People v. Montanez, 2023 IL 128740, ¶ 103. A defendant cannot obtain relief under the Act simply by rephrasing previously addressed issues in constitutional terms in his petition. People v. Flores, 153 Ill. 2d 264, 277 (1992). In his initial postconviction petition, raising a claim of actual innocence, defendant supplied two affidavits, one was an unsworn, unnotarized affidavit attributed to Johnson and the other was from postconviction counsel which stated that a signed and notarized version of Johnson’s affidavit was not received by counsel before the petition was filed.

¶ 34 According to the State, Johnson’s sworn and notarized affidavit from 2016 cannot be used to support defendant’s current actual innocence claim because it “reiterates what was in the prior affidavit with minimal additional information” and reasserting the same recantation evidence cannot overcome the bar of res judicata.
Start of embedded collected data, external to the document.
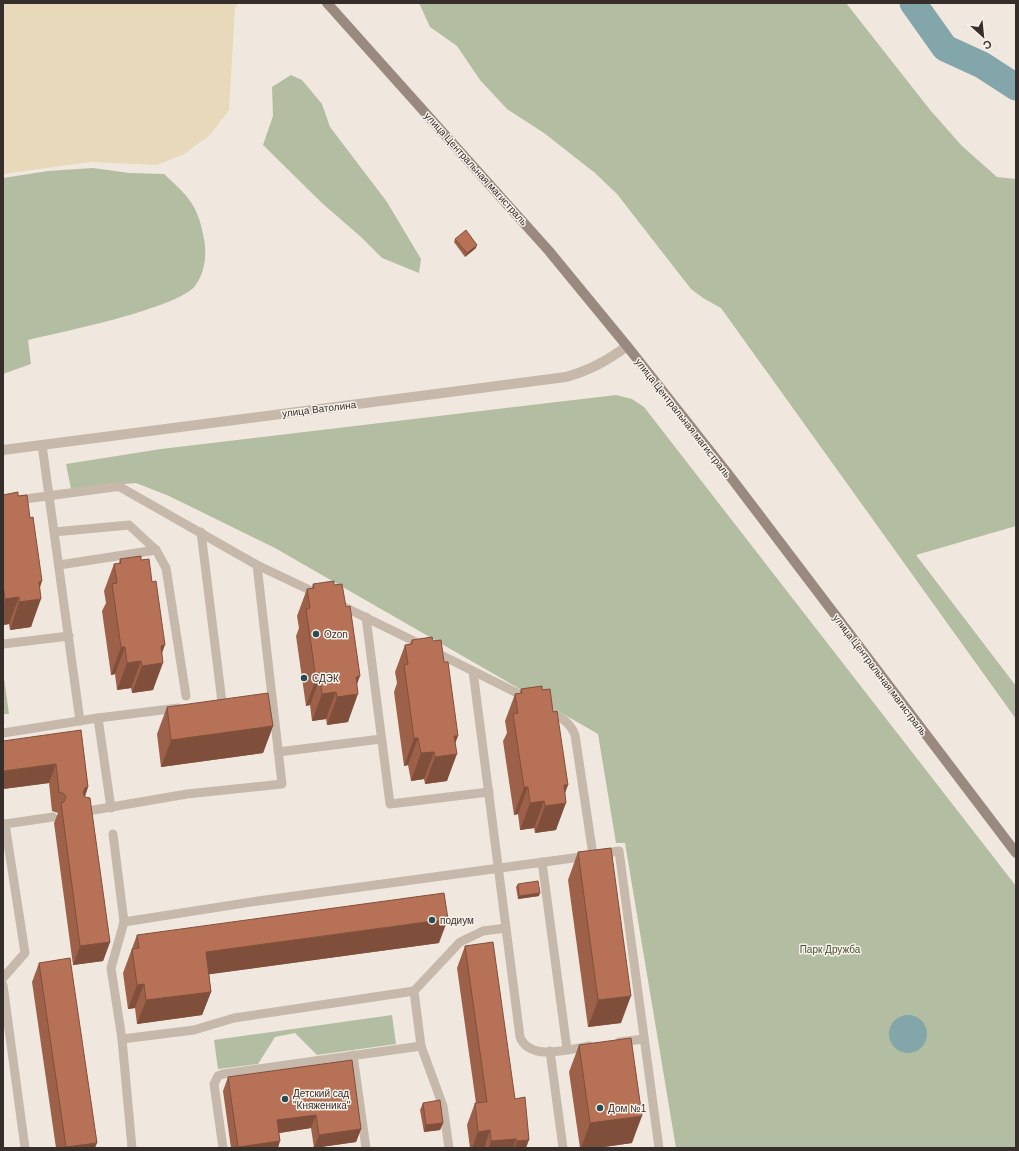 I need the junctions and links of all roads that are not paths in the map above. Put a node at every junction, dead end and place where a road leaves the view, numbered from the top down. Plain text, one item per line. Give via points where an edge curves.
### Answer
1 (327, 3) edge
2 (627, 346) junction
3 (42, 445) junction
4 (3, 450) edge
5 (49, 496) junction
6 (3, 502) edge
7 (54, 532) junction
8 (201, 532) junction
9 (156, 550) junction
10 (59, 565) junction
11 (257, 565) junction
12 (366, 617) junction
13 (69, 636) junction
14 (3, 644) edge
15 (473, 671) junction
16 (186, 696) dead end
17 (222, 702) edge
18 (186, 707) edge
19 (98, 718) junction
20 (80, 721) junction
21 (3, 732) edge
22 (381, 739) junction
23 (278, 752) junction
24 (489, 792) junction
25 (111, 808) junction
26 (82, 812) edge
27 (53, 817) dead end
28 (4, 824) edge
29 (114, 834) dead end
30 (1016, 853) edge
31 (593, 855) junction
32 (542, 862) junction
33 (499, 869) junction
34 (124, 922) junction
35 (506, 928) junction
36 (3, 978) edge
37 (3, 985) edge
38 (414, 991) junction
39 (122, 1039) junction
40 (644, 1039) junction
41 (613, 1043) edge
42 (598, 1045) edge
43 (420, 1046) junction
44 (567, 1049) junction
45 (550, 1051) junction
46 (353, 1056) junction
47 (25, 1148) edge
48 (132, 1148) edge
49 (223, 1148) edge
50 (366, 1148) edge
51 (449, 1148) edge
52 (563, 1148) edge
53 (659, 1148) edge

1 - 2 main road, улица Центральная магистраль via 549,251
2 - 3 street, улица Ватолина via 608,361 588,371 566,377
2 - 30 main road, улица Центральная магистраль
3 - 4 street, улица Ватолина
3 - 5 lane
5 - 6 lane
5 - 7 lane
5 - 8 lane via 120,488
7 - 9 lane via 129,525
7 - 10 lane
8 - 11 lane
8 - 17 lane
9 - 10 lane
9 - 16 lane via 166,568
10 - 13 lane
11 - 12 lane
11 - 23 lane via 268,697
12 - 15 lane
12 - 22 lane
13 - 14 lane
13 - 20 lane
15 - 24 lane
15 - 31 lane via 525,696 566,721 572,728
18 - 19 lane
19 - 20 lane
19 - 25 lane
20 - 21 lane
22 - 23 lane
22 - 24 lane via 390,804
23 - 25 lane via 282,784 187,794
24 - 33 lane
25 - 26 lane
27 - 28 lane
28 - 36 lane via 25,953
29 - 34 lane
31 - 32 lane
31 - 40 lane via 619,851
32 - 33 lane
32 - 44 lane
33 - 34 lane via 258,901
33 - 35 lane
34 - 39 lane via 111,968
35 - 38 lane via 483,932 460,942
35 - 45 lane via 520,1037 531,1050
37 - 47 lane
38 - 39 lane via 234,1018 194,1030
38 - 43 lane
39 - 48 lane
40 - 41 lane
40 - 53 lane
42 - 44 lane
43 - 46 lane
43 - 51 lane via 443,1106
44 - 45 lane
45 - 52 lane
46 - 49 lane via 218,1076 214,1084
46 - 50 lane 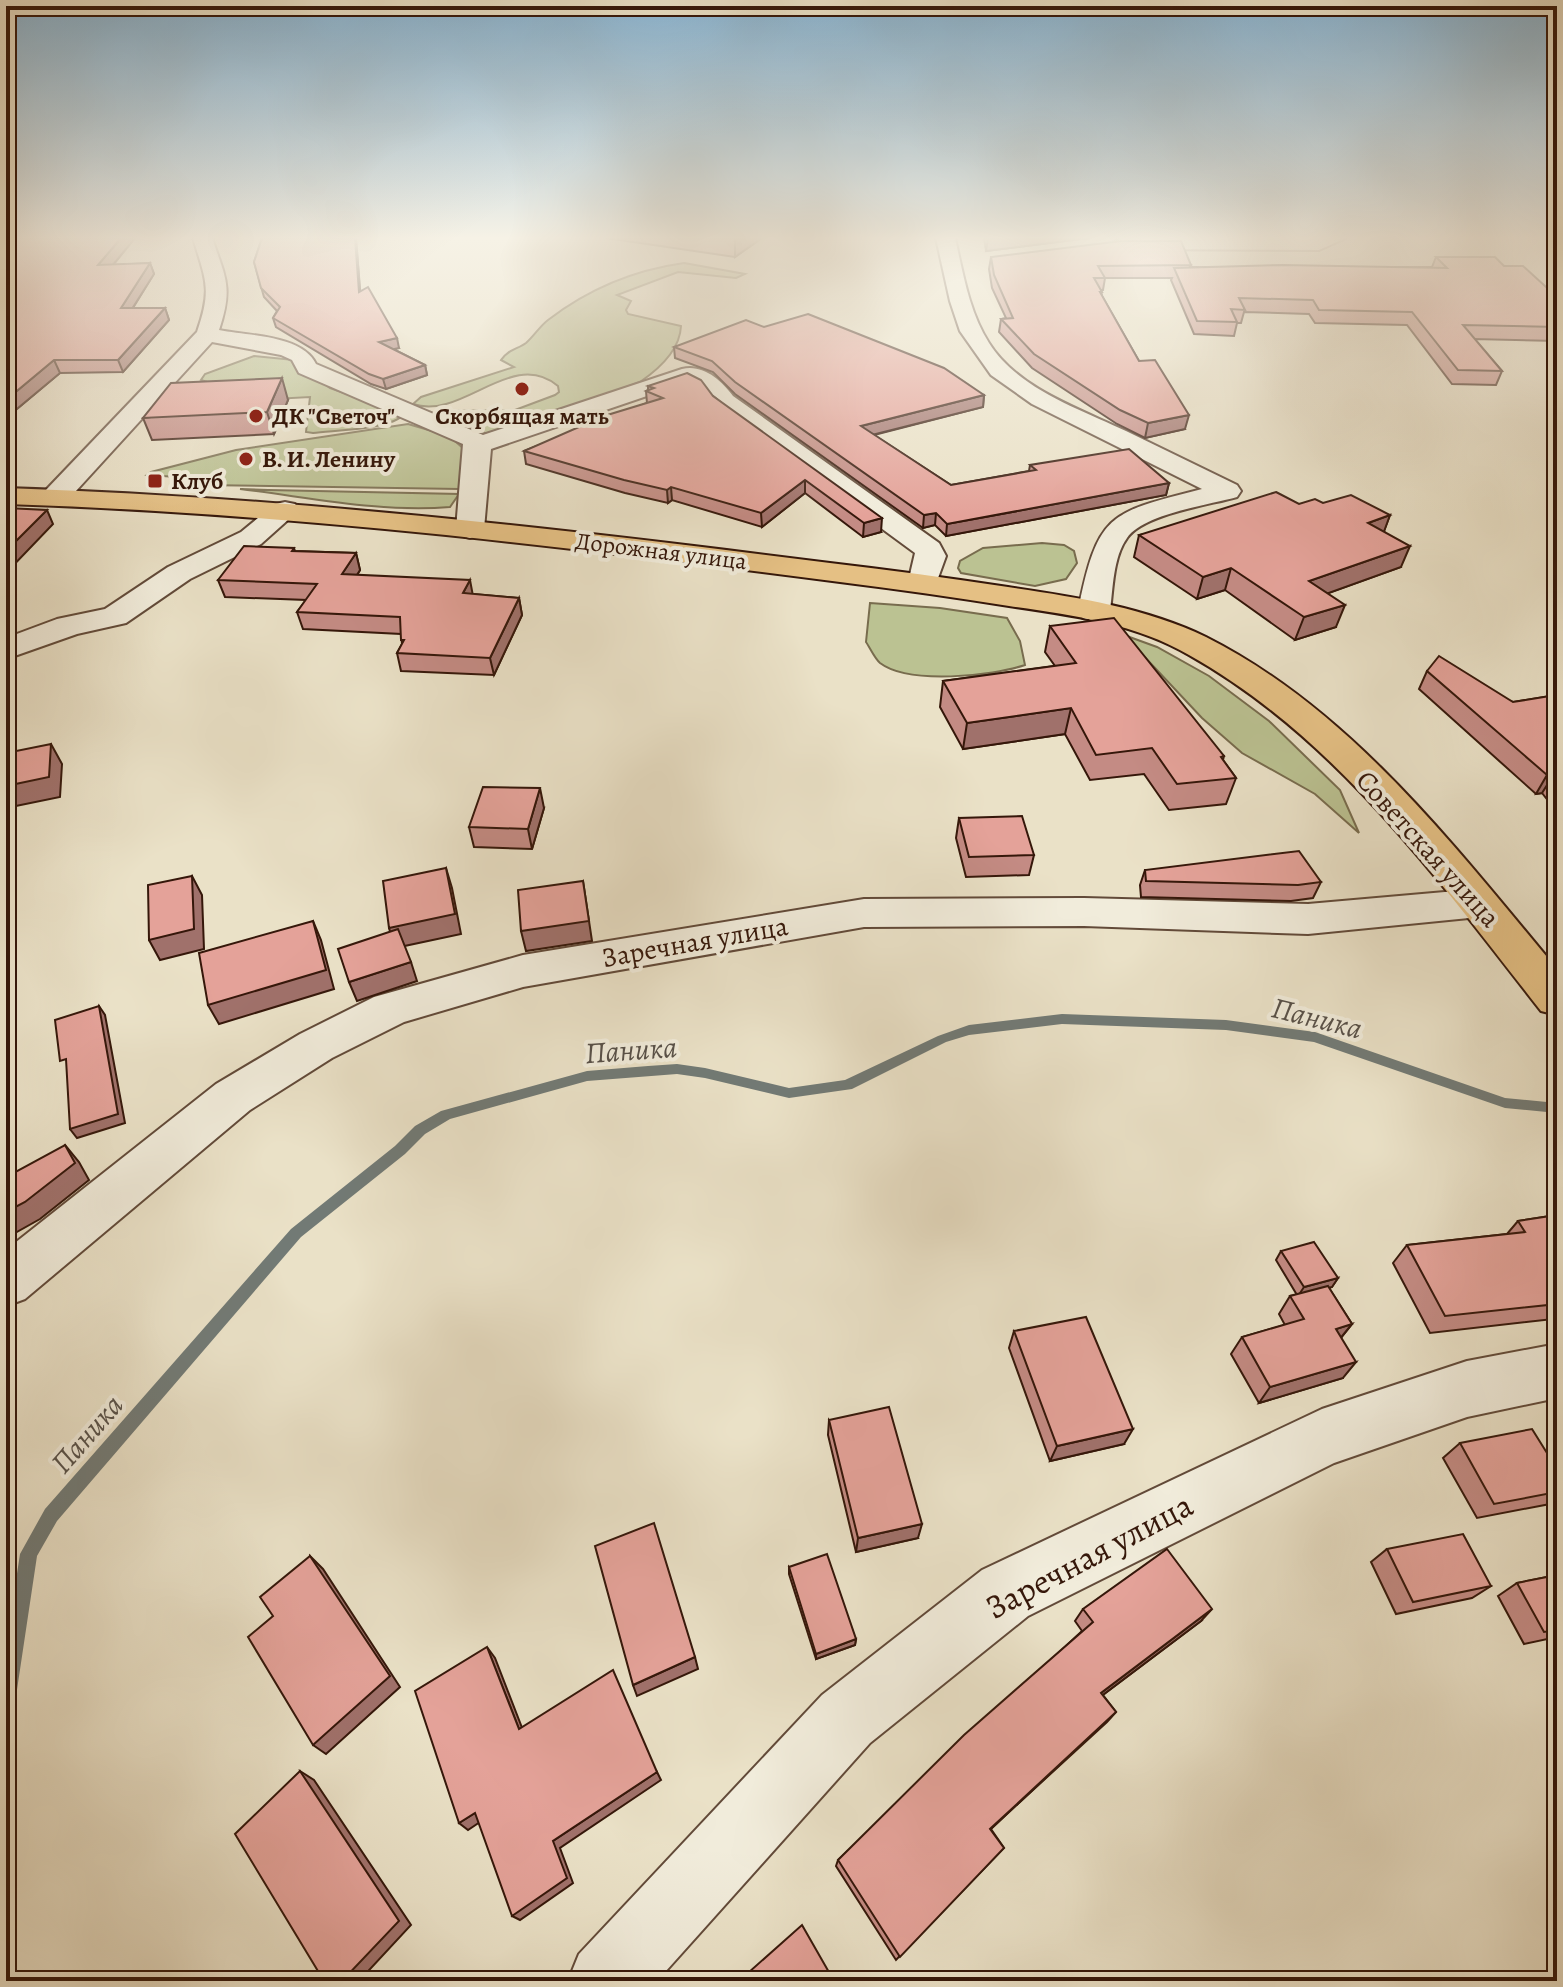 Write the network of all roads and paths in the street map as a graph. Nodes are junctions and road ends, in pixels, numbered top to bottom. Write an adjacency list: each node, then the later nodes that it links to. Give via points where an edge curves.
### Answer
1 (208, 331): 3 (street)
2 (972, 331): 10 (street, via 988,358 1019,386 1227,491 1135,518 1116,532)
3 (207, 334): 4 (street, via 287,350 301,356 307,368); 6 (street)
4 (478, 445): 8 (street); 9 (street, via 690,374 712,385 724,401 929,549)
5 (6, 496): 6 (main road, Дорожная улица)
6 (55, 497): 7 (main road, Дорожная улица)
7 (285, 510): 8 (main road, Дорожная улица); 11 (street, via 251,538 179,573 115,616 68,626)
8 (470, 529): 9 (main road, Дорожная улица)
9 (923, 583): 10 (main road, Дорожная улица)
10 (1094, 611): 12 (main road, Дорожная улица, via 1196,645)
11 (6, 649)
12 (1291, 706): 13 (main road, Советская улица, via 1380,791)
13 (1479, 903): 14 (main road, Советская улица); 15 (street, Заречная улица, via 1308,919 864,913 523,971 390,1009 316,1046 233,1097)
14 (1557, 999)
15 (6, 1282)
16 (1557, 1371): 17 (street, Заречная улица, via 1467,1389 1322,1438 1005,1593 846,1719)
17 (606, 1981) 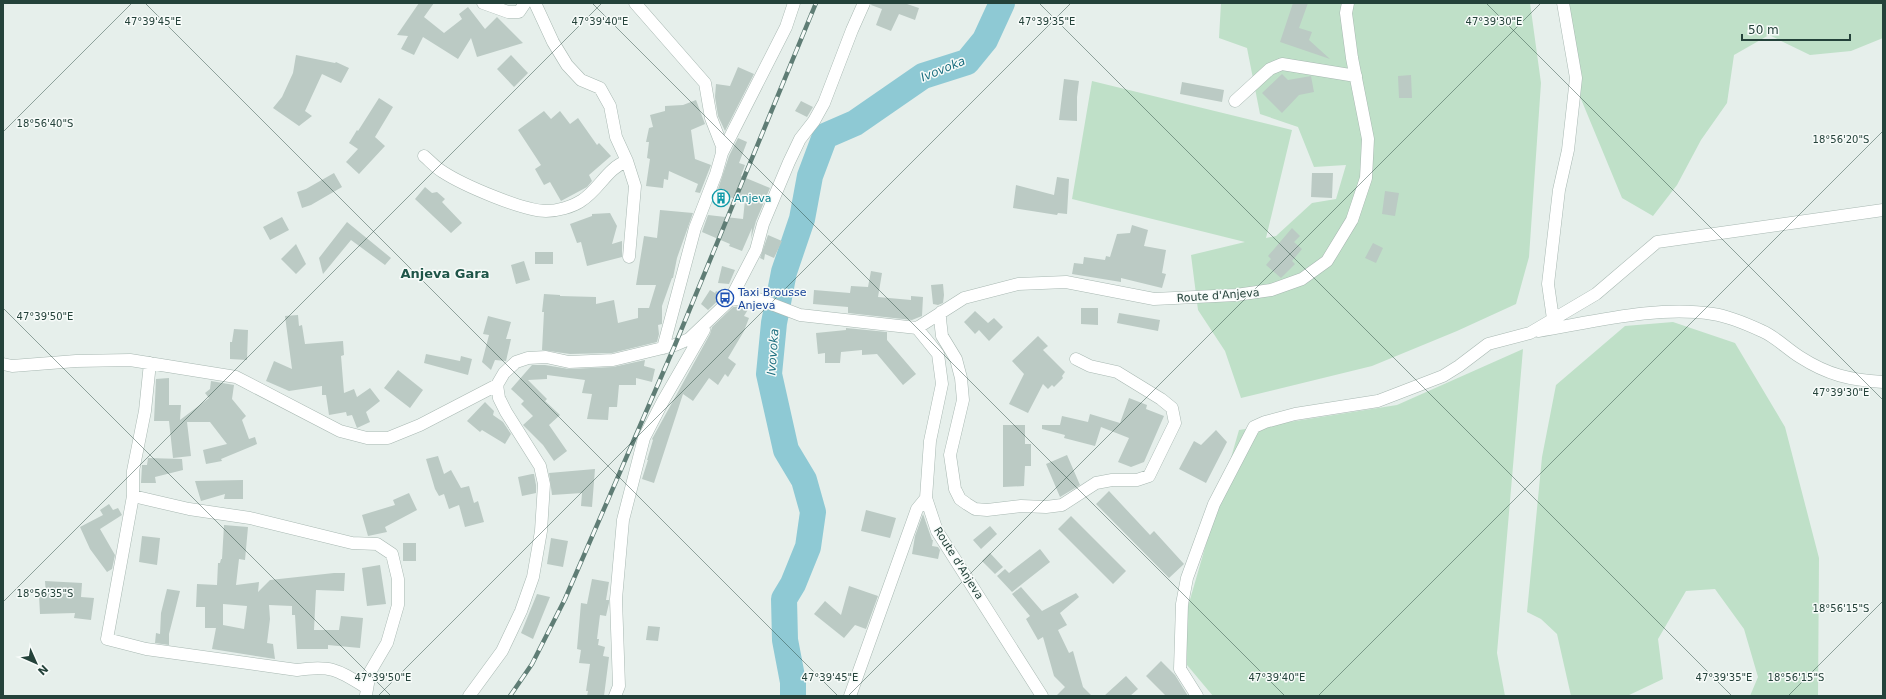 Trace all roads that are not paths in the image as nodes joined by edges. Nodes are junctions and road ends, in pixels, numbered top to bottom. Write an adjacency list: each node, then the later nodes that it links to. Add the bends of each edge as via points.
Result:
1 (483, 3): 2 (street, via 508,12 519,12)
2 (525, 3)
3 (535, 3): 13 (street, via 567,65 581,80 600,88 610,106 616,137)
4 (635, 3): 11 (street, via 705,83 711,118 722,146)
5 (794, 3): 11 (street, via 786,27)
6 (864, 3): 16 (street, via 824,103 800,139 789,162 763,224 756,250)
7 (1348, 3): 9 (street, Route d'Anjeva, via 1346,13)
8 (1564, 3): 18 (street, via 1576,78 1548,284)
9 (1356, 76): 10 (street, via 1282,64 1270,69); 17 (street, Route d'Anjeva, via 1368,139 1366,178 1352,220 1327,261 1302,279 1271,290 1236,295 1154,299 1066,282 1018,284 964,298)
10 (1235, 101)
11 (722, 153): 22 (street, via 694,228)
12 (424, 156): 13 (street, via 442,172 498,198 546,211 581,202 616,165)
13 (627, 161): 15 (street, via 635,186)
14 (1883, 210): 18 (street, via 1658,242 1596,294)
15 (629, 256)
16 (730, 300): 19 (street); 20 (street, via 753,297 800,315)
17 (941, 312): 20 (street, Route d'Anjeva); 23 (street, via 942,336 956,359 963,400 950,455 951,472 960,499 975,510 1062,505 1096,484 1112,480 1137,480 1149,476 1175,423 1172,408 1161,398 1117,372 1090,366)
18 (1552, 319): 21 (street)
19 (710, 320): 22 (street, via 689,339); 32 (street, via 662,401 644,438 633,477 623,520 616,598 619,686)
20 (917, 328): 29 (street, Route d'Anjeva, via 938,354 942,384 930,441)
21 (1530, 333): 26 (street, via 1675,310 1715,314 1763,331 1830,374); 35 (street, via 1488,344 1443,376 1378,401 1296,414 1254,427 1214,504 1187,578 1182,604 1180,669)
22 (663, 348): 27 (street, via 613,360 569,362 528,358 516,362 504,373)
23 (1076, 359)
24 (150, 363): 25 (street, via 130,360 12,366); 27 (street, via 236,377 340,431 367,438 388,438 420,426); 28 (street, via 145,411 133,471)
25 (3, 364)
26 (1883, 382)
27 (497, 386): 31 (street, via 499,398 506,412 540,466 544,484 541,531 533,577 521,611 502,651)
28 (133, 496): 30 (street, via 189,509 250,518 352,543 377,544 392,554 398,579 398,605 387,644 370,672); 30 (street, via 107,639 146,649 297,670 329,668 346,675)
29 (926, 498): 33 (street, via 917,509); 34 (street, Route d'Anjeva, via 937,532)
30 (367, 692)
31 (469, 696)
32 (615, 696)
33 (850, 696)
34 (1042, 696)
35 (1197, 696)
Defendant responds that his actual innocence claim in his initial petition was not based on an affidavit from Johnson because Johnson did not provide a signed and sworn affidavit until 2016, several years after defendant’s initial petition was denied. Defendant further contends the unsworn document was a “nullity” because “it does not have Johnson’s signature, proper notarization, and it does not even contain the correct spelling of Johnson’s first name.”

¶ 35 The Act requires a defendant attach to his or her petition “affidavits, records, or other evidence supporting its allegations or shall state why the same are not attached.” 725 ILCS 5/122-2 (West 2006). “[A] writing that has not been sworn to before an authorized person does not constitute an affidavit.” People v. Tlatenchi, 391 Ill. App. 3d 705, 714 (2009). “ ‘An affidavit that is not sworn is a nullity.’ ” People v. Wideman, 2013 IL App (1st) 102273, ¶ 15 (quoting Roth v. Illinois Farmers Insurance Co., 202 Ill. 2d 490, 497 (2002)).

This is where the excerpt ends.